Liotta's most revealing admission is that he has little interest in seeing his movies after they're completed.

"I've seen most of the films I've been in maybe once or twice, and that's it," he says. "As an actor, you're basically a cog in the machine. You do your bit, it's over, and you move on. The best part of it for me isn't the premiere or the press tour or reading reviews or talking to Letterman or whatnot. It's the acting. What I live for is that moment when you disappear and all of a sudden you're not you anymore--you're somebody else. That feeling you get when everything clicks. That rush. That sensation.

"If there's a common thread running through all the guys I've ever played, it's that they all have one thing, just one thing, that they really love and really want--the thing that drives them. In Something Wild, he wants his wife back. In Article 99, he wants to treat patients without bureaucrats getting in the way. In Field of Dreams, the guy wants to play baseball so bad that not even being dead can stop him. In GoodFellas, the guy wants money and power. In No Escape, he wants his freedom."

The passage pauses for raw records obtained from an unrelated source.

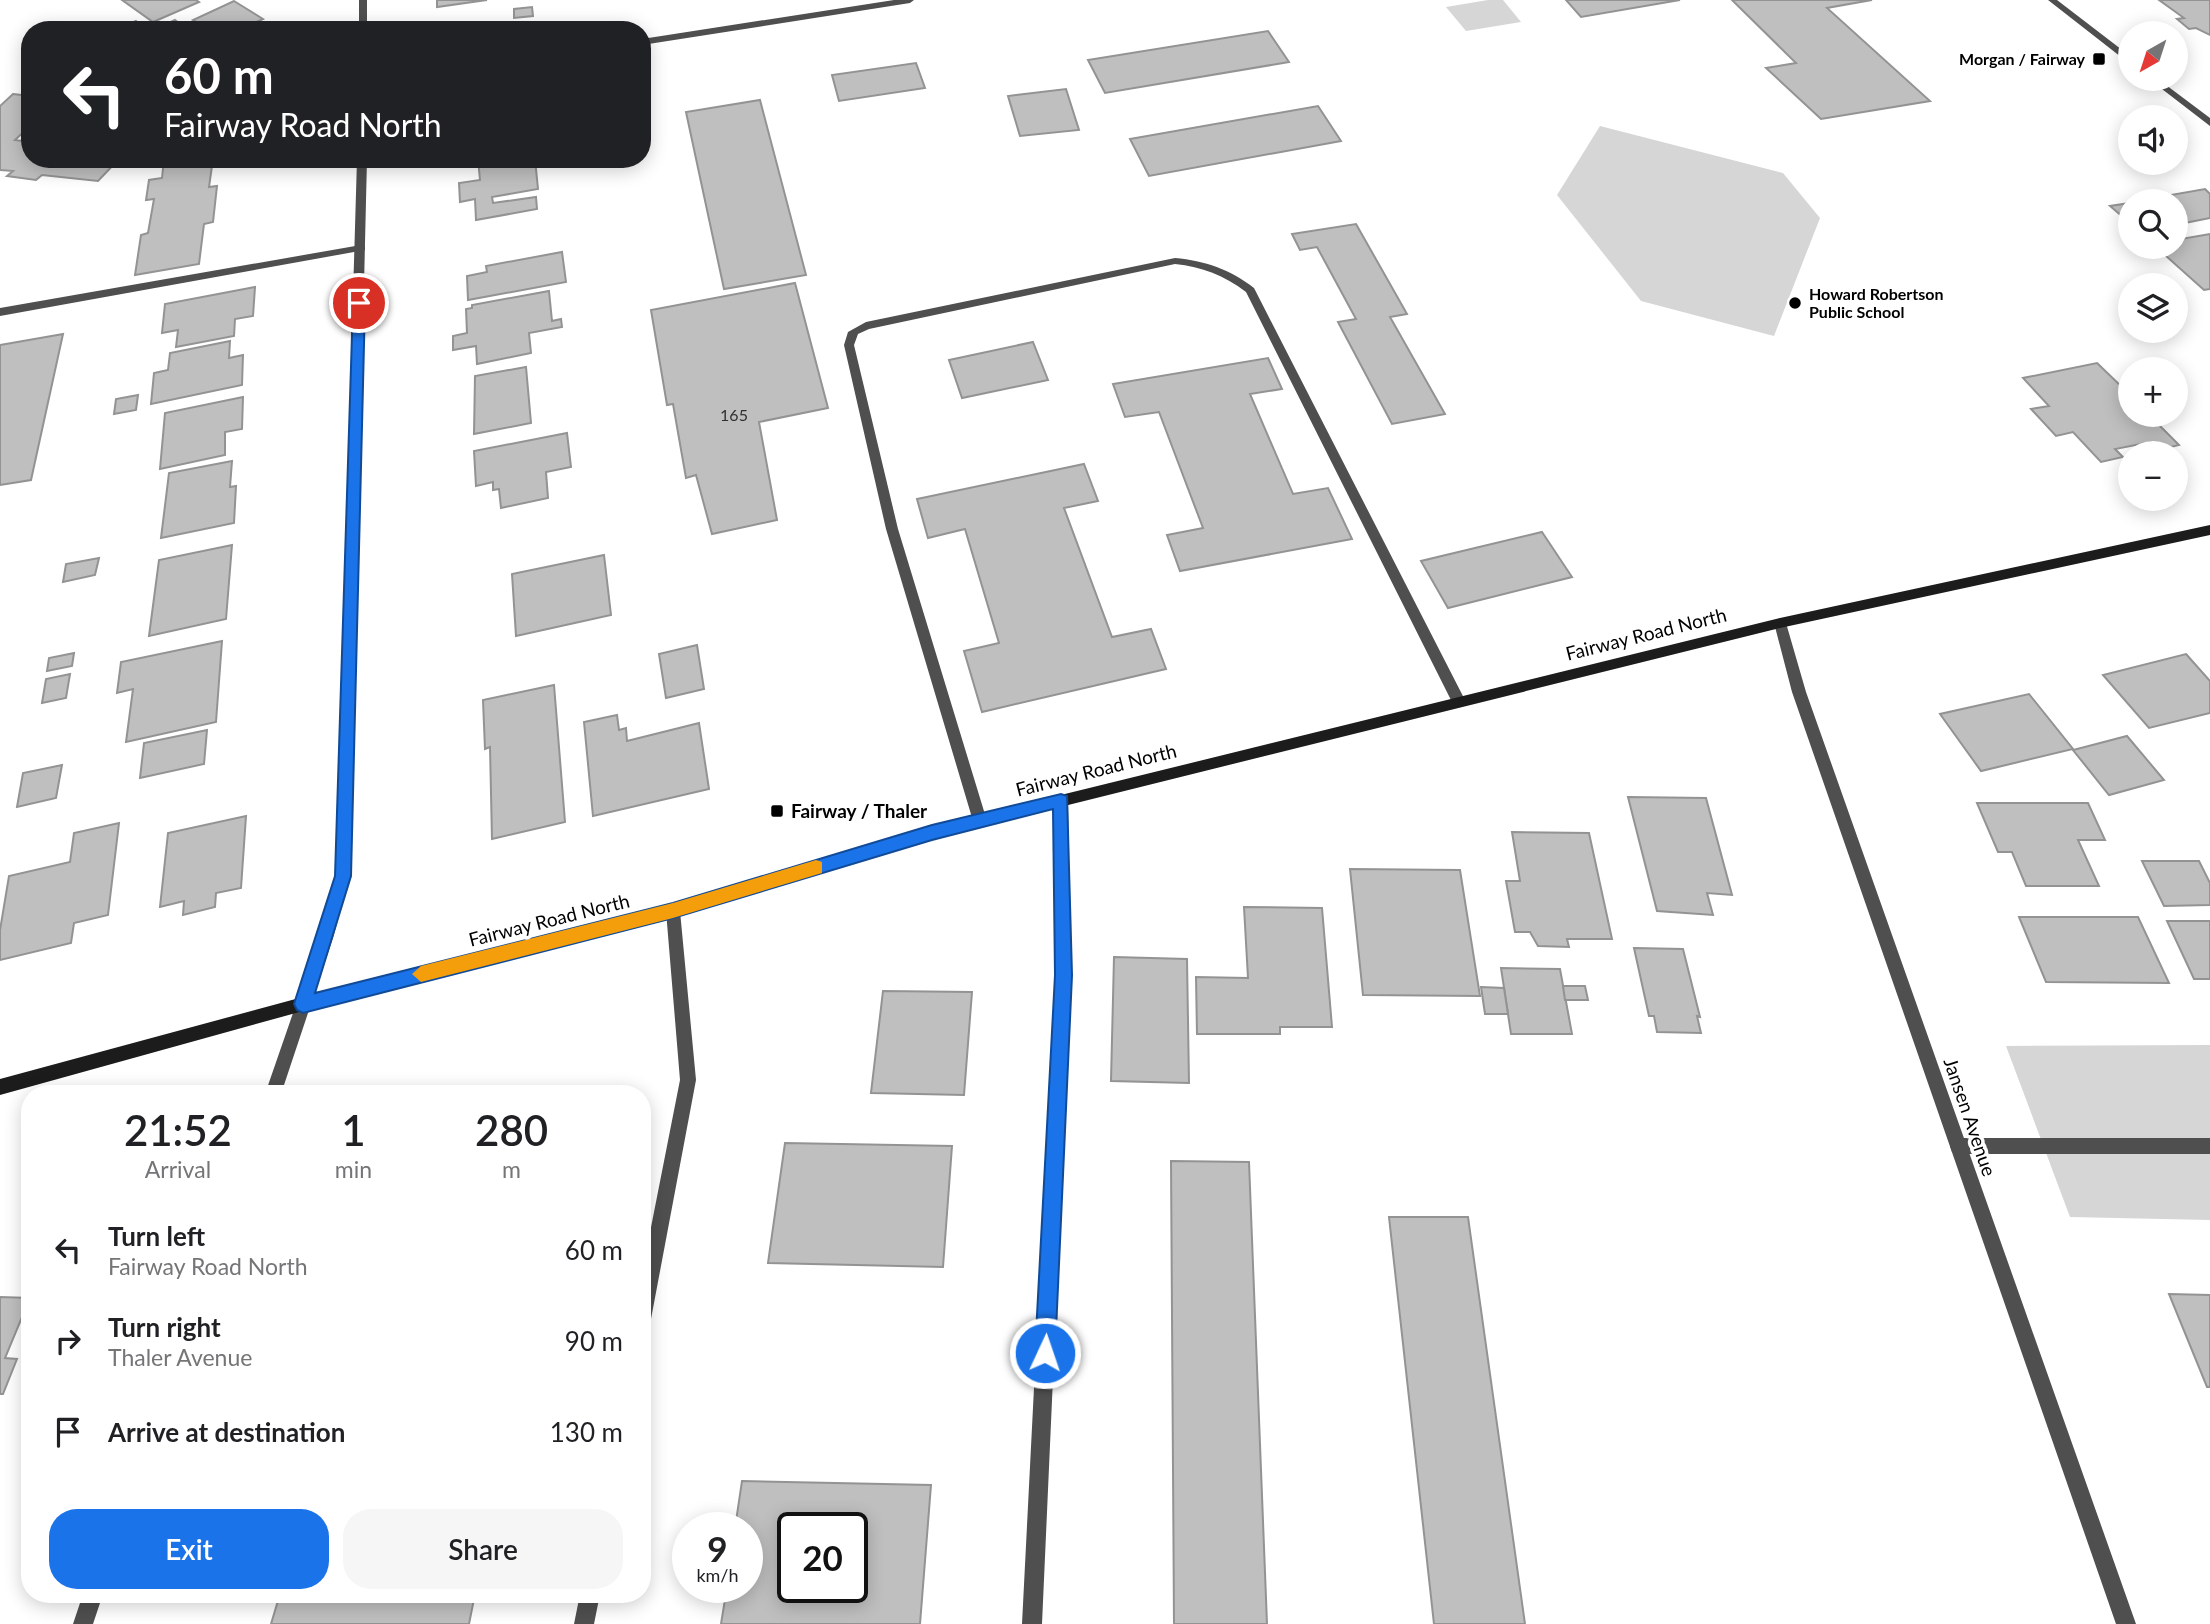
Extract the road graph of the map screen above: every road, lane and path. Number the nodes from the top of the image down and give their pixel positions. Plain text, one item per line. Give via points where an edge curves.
1 (363, 0) edge
2 (910, 0) edge
3 (2052, 0) edge
4 (363, 21) edge
5 (651, 41) edge
6 (2118, 52) edge
7 (2169, 91) edge
8 (2210, 123) edge
9 (362, 168) edge
10 (361, 248) junction
11 (0, 312) edge
12 (2210, 530) edge
13 (1780, 623) junction
14 (1459, 702) junction
15 (1061, 801) junction
16 (980, 821) junction
17 (673, 911) junction
18 (303, 1004) junction
19 (276, 1085) edge
20 (0, 1087) edge
21 (1958, 1146) junction
22 (2210, 1146) edge
23 (651, 1272) edge
24 (90, 1603) edge
25 (588, 1603) edge
26 (83, 1624) edge
27 (584, 1624) edge
28 (1032, 1624) edge
29 (2126, 1624) edge

1 - 4 street
2 - 5 street
3 - 6 street
7 - 8 street
9 - 10 street
10 - 11 street
10 - 18 street via 343,876
12 - 13 main road, Fairway Road North
13 - 14 main road, Fairway Road North
13 - 21 street, Jansen Avenue via 1799,692
14 - 15 main road, Fairway Road North
14 - 16 street via 1250,290 1233,276 1205,264 1175,261 866,326 853,332 849,345 892,529
15 - 16 main road, Fairway Road North
15 - 28 street via 1063,975
16 - 17 main road, Fairway Road North
17 - 18 main road, Fairway Road North
17 - 23 street via 688,1080
18 - 19 street
18 - 20 main road, Fairway Road North
21 - 22 street
21 - 29 street, Jansen Avenue
24 - 26 street
25 - 27 street

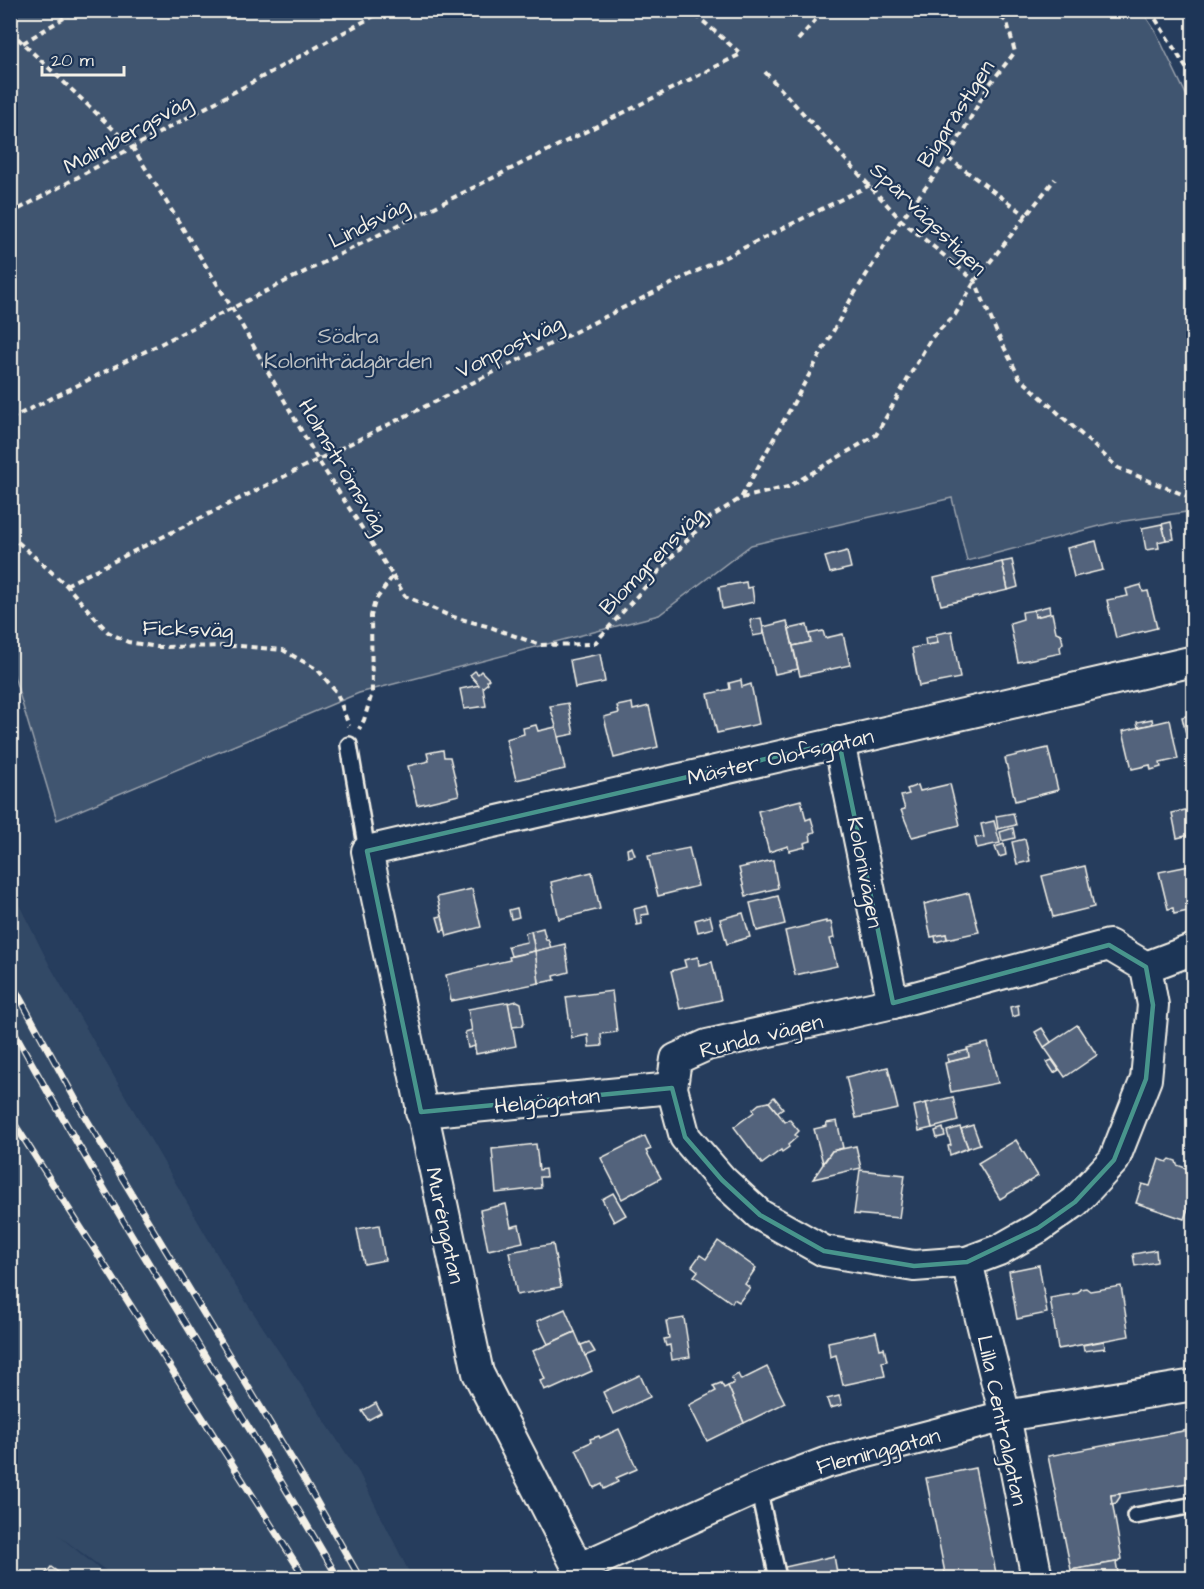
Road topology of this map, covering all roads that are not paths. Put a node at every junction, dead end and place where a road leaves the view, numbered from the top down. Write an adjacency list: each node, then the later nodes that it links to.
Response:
1 (1194, 661): 2 (street, Mäster Olofsgatan)
2 (839, 742): 4 (street, Mäster Olofsgatan); 7 (street, Kolonivägen)
3 (349, 745): 4 (lane)
4 (367, 851): 9 (street, Muréngatan)
5 (1194, 949): 6 (street)
6 (1146, 967): 7 (street, Runda vägen); 10 (street, Runda vägen)
7 (893, 1003): 8 (street, Runda vägen)
8 (672, 1088): 9 (street, Helgögatan); 10 (street, Runda vägen)
9 (421, 1112): 16 (street, Muréngatan)
10 (967, 1262): 12 (street, Lilla Centralgatan)
11 (1194, 1385): 12 (street, Fleminggatan)
12 (1005, 1416): 13 (street, Fleminggatan); 18 (street, Lilla Centralgatan)
13 (758, 1488): 16 (street, Fleminggatan); 17 (lane)
14 (1194, 1505): 15 (lane)
15 (1135, 1516)
16 (581, 1574)
17 (777, 1578)
18 (1037, 1578)

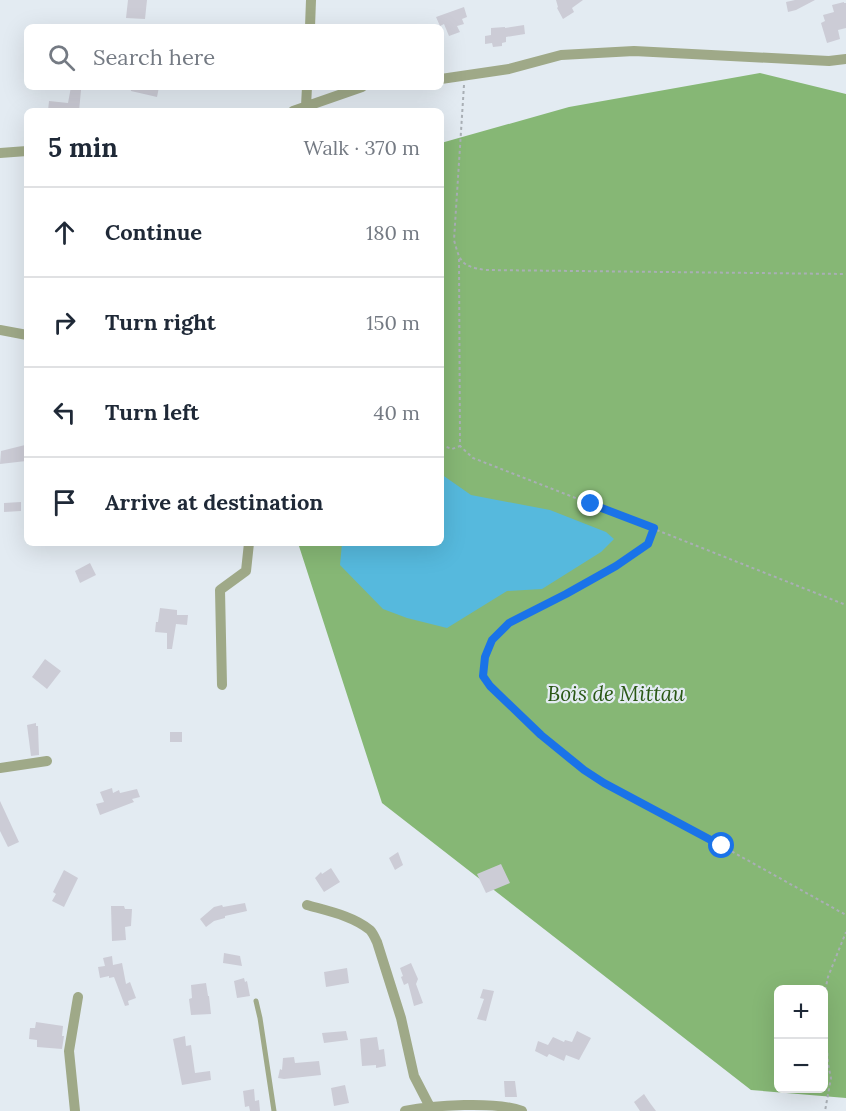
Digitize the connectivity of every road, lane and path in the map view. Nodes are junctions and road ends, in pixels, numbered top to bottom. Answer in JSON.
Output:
{"nodes":[{"id":1,"x":311,"y":0,"type":"edge"},
{"id":2,"x":310,"y":24,"type":"edge"},
{"id":3,"x":846,"y":59,"type":"edge"},
{"id":4,"x":465,"y":76,"type":"junction"},
{"id":5,"x":444,"y":79,"type":"edge"},
{"id":6,"x":307,"y":90,"type":"edge"},
{"id":7,"x":353,"y":90,"type":"edge"},
{"id":8,"x":306,"y":106,"type":"junction"},
{"id":9,"x":301,"y":108,"type":"edge"},
{"id":10,"x":24,"y":151,"type":"edge"},
{"id":11,"x":0,"y":153,"type":"edge"},
{"id":12,"x":459,"y":259,"type":"junction"},
{"id":13,"x":846,"y":274,"type":"edge"},
{"id":14,"x":0,"y":330,"type":"edge"},
{"id":15,"x":24,"y":334,"type":"edge"},
{"id":16,"x":444,"y":446,"type":"edge"},
{"id":17,"x":460,"y":446,"type":"junction"},
{"id":18,"x":654,"y":528,"type":"junction"},
{"id":19,"x":249,"y":546,"type":"edge"},
{"id":20,"x":846,"y":605,"type":"edge"},
{"id":21,"x":222,"y":685,"type":"dead end"},
{"id":22,"x":47,"y":761,"type":"dead end"},
{"id":23,"x":0,"y":768,"type":"edge"},
{"id":24,"x":308,"y":905,"type":"dead end"},
{"id":25,"x":846,"y":915,"type":"edge"},
{"id":26,"x":846,"y":932,"type":"edge"},
{"id":27,"x":826,"y":985,"type":"edge"},
{"id":28,"x":78,"y":997,"type":"dead end"},
{"id":29,"x":256,"y":1000,"type":"dead end"},
{"id":30,"x":827,"y":1039,"type":"edge"},
{"id":31,"x":430,"y":1107,"type":"junction"},
{"id":32,"x":75,"y":1111,"type":"edge"},
{"id":33,"x":274,"y":1111,"type":"edge"},
{"id":34,"x":405,"y":1111,"type":"edge"},
{"id":35,"x":522,"y":1111,"type":"edge"},
{"id":36,"x":825,"y":1111,"type":"edge"}],
"edges":[{"from":1,"to":2,"type":"street"},
{"from":3,"to":4,"type":"street"},
{"from":4,"to":5,"type":"street"},
{"from":4,"to":12,"type":"path"},
{"from":6,"to":8,"type":"street"},
{"from":7,"to":8,"type":"street"},
{"from":8,"to":9,"type":"street"},
{"from":10,"to":11,"type":"street"},
{"from":12,"to":13,"type":"path"},
{"from":12,"to":17,"type":"path"},
{"from":14,"to":15,"type":"street"},
{"from":16,"to":17,"type":"path"},
{"from":17,"to":18,"type":"path"},
{"from":18,"to":20,"type":"path"},
{"from":18,"to":25,"type":"path"},
{"from":19,"to":21,"type":"street"},
{"from":22,"to":23,"type":"street"},
{"from":24,"to":31,"type":"street"},
{"from":26,"to":27,"type":"path"},
{"from":28,"to":32,"type":"street"},
{"from":29,"to":33,"type":"lane"},
{"from":30,"to":36,"type":"path"},
{"from":31,"to":34,"type":"street"},
{"from":31,"to":35,"type":"street"}]}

If No Escape becomes a hit, and Liotta gets the artistic freedom and financial clout he obviously craves, will he circulate more in Hollywood? Appear on talk shows more often? Live the high life? Or will he continue his monklike devotion to his one thing--acting?

"Well, I'm not gonna become a partner in Planet Hollywood, if that's what you mean," he says, chuckling.

Matt Zoller Seitz is a staff writer for the Observer, Westword's partner paper in Dallas. Bill Gallo is on vacation.